Stored items:
· · · · ·

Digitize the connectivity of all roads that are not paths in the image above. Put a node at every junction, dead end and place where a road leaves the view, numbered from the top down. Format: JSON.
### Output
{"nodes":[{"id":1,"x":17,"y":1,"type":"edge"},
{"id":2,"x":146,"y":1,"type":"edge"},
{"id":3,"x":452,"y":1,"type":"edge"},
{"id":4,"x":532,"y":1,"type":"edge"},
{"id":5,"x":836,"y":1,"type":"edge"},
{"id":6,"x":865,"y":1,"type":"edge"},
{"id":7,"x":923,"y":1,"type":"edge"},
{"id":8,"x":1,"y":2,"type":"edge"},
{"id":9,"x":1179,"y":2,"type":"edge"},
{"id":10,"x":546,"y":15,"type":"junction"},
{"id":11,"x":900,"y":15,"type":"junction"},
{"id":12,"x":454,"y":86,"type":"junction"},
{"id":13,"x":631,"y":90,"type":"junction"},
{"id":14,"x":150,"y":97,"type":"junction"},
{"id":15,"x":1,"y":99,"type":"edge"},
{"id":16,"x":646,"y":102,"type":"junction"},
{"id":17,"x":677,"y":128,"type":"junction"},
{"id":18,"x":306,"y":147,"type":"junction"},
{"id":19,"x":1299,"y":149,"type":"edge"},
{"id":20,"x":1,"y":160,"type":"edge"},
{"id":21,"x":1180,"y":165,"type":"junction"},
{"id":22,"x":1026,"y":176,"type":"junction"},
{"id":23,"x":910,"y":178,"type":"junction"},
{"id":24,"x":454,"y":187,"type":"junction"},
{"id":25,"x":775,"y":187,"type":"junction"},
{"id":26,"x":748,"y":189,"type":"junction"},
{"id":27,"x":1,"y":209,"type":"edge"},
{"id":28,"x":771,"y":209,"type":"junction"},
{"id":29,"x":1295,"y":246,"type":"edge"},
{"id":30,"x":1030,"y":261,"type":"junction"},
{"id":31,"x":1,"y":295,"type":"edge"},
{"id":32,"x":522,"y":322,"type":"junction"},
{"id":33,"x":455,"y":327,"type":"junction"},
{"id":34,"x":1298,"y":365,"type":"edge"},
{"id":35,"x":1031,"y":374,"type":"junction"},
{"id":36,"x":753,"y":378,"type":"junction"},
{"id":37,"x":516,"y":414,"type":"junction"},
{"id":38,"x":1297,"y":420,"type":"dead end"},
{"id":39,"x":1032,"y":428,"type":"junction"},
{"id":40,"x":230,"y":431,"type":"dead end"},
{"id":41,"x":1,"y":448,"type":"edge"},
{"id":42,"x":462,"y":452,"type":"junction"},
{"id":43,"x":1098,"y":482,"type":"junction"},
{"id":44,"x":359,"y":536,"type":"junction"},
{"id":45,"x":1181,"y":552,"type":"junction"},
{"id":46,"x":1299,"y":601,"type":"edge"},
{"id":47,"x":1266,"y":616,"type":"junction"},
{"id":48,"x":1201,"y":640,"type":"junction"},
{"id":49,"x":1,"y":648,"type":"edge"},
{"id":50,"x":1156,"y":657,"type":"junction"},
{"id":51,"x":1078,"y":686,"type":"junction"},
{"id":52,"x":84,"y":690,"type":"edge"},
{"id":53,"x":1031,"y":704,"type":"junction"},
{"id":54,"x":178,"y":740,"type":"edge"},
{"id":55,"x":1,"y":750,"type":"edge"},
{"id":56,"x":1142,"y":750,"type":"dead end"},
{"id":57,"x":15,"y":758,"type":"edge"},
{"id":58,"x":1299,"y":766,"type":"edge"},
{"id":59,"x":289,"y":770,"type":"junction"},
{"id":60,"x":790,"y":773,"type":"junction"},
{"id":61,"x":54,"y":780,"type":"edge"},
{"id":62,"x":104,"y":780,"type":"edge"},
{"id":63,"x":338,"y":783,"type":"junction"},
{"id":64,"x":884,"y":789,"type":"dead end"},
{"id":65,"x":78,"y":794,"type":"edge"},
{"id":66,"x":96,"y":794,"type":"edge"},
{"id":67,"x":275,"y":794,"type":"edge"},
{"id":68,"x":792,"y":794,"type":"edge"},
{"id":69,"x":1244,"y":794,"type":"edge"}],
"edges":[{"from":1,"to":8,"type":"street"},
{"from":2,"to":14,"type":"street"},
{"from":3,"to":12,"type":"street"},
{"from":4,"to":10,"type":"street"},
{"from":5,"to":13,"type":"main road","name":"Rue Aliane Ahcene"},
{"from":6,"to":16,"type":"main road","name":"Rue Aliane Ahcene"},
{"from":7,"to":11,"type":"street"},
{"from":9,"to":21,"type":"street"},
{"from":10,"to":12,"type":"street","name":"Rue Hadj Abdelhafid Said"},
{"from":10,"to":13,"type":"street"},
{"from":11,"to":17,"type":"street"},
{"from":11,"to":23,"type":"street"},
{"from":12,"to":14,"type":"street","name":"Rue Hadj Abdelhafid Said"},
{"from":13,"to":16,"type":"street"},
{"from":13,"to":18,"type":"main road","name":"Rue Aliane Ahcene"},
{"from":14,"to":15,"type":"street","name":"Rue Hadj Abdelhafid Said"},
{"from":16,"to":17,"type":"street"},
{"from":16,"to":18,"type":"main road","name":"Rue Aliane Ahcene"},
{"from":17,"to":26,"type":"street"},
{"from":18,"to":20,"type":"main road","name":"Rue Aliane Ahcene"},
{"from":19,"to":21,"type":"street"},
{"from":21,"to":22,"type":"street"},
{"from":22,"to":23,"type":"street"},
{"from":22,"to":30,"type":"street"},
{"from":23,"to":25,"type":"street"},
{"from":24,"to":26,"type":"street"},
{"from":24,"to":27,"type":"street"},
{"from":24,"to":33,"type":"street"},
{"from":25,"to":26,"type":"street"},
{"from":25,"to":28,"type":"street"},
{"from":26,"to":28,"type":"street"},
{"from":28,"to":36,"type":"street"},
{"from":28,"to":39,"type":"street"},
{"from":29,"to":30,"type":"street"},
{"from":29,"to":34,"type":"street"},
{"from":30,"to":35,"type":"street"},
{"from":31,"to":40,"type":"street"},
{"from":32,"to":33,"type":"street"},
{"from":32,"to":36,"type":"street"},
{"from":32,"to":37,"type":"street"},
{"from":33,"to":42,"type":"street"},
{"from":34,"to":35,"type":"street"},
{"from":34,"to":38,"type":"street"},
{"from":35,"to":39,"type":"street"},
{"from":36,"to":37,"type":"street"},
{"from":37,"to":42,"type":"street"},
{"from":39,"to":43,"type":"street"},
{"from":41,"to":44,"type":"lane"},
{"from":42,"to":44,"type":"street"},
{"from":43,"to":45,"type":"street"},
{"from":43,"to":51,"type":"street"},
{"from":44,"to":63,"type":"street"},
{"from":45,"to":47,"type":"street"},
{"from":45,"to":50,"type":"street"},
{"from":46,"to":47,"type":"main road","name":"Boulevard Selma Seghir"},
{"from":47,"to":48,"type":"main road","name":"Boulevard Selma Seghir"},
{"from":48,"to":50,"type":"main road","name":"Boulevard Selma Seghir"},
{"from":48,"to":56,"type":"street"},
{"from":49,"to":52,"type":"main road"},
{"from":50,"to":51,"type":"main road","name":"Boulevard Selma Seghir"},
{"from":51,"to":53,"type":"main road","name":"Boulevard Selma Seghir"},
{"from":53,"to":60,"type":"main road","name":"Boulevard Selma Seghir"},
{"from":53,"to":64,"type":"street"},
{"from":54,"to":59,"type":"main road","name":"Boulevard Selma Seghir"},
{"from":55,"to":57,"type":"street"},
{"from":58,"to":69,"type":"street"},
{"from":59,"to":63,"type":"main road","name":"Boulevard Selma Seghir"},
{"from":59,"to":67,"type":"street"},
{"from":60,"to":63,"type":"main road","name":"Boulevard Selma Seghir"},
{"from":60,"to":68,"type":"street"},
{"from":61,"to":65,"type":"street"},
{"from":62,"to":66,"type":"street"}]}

· · · · ·

> **What you have to do**
Please copy out each line of the data in which the word "Selma" occurs.

> **Solution to the problem**
{"from":46,"to":47,"type":"main road","name":"Boulevard Selma Seghir"},
{"from":47,"to":48,"type":"main road","name":"Boulevard Selma Seghir"},
{"from":48,"to":50,"type":"main road","name":"Boulevard Selma Seghir"},
{"from":50,"to":51,"type":"main road","name":"Boulevard Selma Seghir"},
{"from":51,"to":53,"type":"main road","name":"Boulevard Selma Seghir"},
{"from":53,"to":60,"type":"main road","name":"Boulevard Selma Seghir"},
{"from":54,"to":59,"type":"main road","name":"Boulevard Selma Seghir"},
{"from":59,"to":63,"type":"main road","name":"Boulevard Selma Seghir"},
{"from":60,"to":63,"type":"main road","name":"Boulevard Selma Seghir"},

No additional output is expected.